Arcania: Gothic 4 Review
Positioning two action-RPGs directly beside each other is a great idea if the two games can actually compete, but while Fallout and Arcania are fundamentally different, their similarities do a lot to highlight Arcania’s shortcomings. And the more time one spends playing Arcania, the more those shortcomings stack up.
Arcania: Gothic 4 (PC [Reviewed], XBox360)
Publisher: DreamCatcher Interactive
Release Date: October 19, 2010
That’s not to say that this fantasy world action-RPG isn’t decent, because it is — but next to a game with full-blown characters and story such as that brought to mind by the word “Fallout,” Arcania falters. These are areas in which it just can’t compete.
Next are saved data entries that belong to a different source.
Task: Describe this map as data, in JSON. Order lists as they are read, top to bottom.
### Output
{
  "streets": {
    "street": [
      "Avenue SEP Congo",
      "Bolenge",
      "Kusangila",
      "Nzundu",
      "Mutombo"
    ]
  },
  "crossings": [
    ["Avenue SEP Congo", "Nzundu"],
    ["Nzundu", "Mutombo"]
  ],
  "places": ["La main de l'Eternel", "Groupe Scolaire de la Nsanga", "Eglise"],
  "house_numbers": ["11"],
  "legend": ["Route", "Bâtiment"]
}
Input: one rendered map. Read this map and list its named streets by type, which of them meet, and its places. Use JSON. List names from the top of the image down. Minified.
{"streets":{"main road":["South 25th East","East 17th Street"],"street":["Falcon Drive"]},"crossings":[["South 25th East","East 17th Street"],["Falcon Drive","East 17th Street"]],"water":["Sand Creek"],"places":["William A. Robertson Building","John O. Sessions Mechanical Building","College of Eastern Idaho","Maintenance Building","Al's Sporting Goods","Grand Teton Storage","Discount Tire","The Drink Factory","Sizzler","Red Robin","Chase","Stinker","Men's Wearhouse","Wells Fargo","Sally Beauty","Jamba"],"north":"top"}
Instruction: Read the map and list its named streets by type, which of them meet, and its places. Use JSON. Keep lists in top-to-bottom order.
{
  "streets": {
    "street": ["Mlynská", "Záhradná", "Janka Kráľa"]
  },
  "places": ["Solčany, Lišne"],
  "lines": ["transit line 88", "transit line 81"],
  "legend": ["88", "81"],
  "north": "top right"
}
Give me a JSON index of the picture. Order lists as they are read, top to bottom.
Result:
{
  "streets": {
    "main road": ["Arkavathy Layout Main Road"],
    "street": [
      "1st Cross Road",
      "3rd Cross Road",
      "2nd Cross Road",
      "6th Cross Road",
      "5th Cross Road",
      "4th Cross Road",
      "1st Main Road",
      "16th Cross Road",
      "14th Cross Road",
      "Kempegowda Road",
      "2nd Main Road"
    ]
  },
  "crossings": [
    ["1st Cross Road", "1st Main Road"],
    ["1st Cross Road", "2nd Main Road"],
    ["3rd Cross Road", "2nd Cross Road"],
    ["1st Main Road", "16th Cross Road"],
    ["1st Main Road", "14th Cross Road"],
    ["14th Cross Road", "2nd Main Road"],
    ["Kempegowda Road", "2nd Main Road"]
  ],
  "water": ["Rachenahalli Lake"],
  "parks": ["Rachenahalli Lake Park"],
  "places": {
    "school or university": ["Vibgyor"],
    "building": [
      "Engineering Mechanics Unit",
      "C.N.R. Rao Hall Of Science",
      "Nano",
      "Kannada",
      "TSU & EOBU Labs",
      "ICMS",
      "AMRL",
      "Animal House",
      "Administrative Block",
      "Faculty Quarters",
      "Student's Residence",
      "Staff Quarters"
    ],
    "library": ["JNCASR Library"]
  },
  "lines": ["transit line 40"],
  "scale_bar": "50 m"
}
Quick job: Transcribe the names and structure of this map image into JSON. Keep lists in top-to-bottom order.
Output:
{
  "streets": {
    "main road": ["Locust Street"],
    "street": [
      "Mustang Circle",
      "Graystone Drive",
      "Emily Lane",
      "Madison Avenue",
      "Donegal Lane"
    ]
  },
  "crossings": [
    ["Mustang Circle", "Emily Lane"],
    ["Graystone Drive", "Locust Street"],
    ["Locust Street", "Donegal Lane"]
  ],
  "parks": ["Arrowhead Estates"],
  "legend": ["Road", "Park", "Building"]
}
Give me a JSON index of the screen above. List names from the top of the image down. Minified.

To its credit, Arcania looks great in that grandiose-landscapes type way. The game builds immersion by laying out a beautiful world that sweeps before you. Visually, Arcania isn’t exactly arresting, but it can achieve beauty quite often.
Even better, transitioning from area to area as you lead the Shepherd, the otherwise nameless hero of this installment in the Gothic series, through the world is just about seamless. You’ll wander through caves and up hills and onto beaches and into and out of buildings without really having to stop or wait for the game to fill out the world ahead of you. It’s a great-looking game a lot of the time
And when it comes to the nuts and bolts everything here is solidly built. Arcania’s combat, which makes up the bulk of what you’re doing in the game, is generally fun. It’s not incredibly deep, but the mix of RPG elements with some third-person tactical moves — blocking, parrying and dodging away with a quick roll — takes the combat in a different direction than similar RPGs and their dice-rolling math battles. You’ll mix in magic and occasionally some work with a bow. Nothing about it is ground-breaking. Arcania feels just like all the games that are like it, and most specifically like Fable or the latest entry in the Elder Scrolls franchise.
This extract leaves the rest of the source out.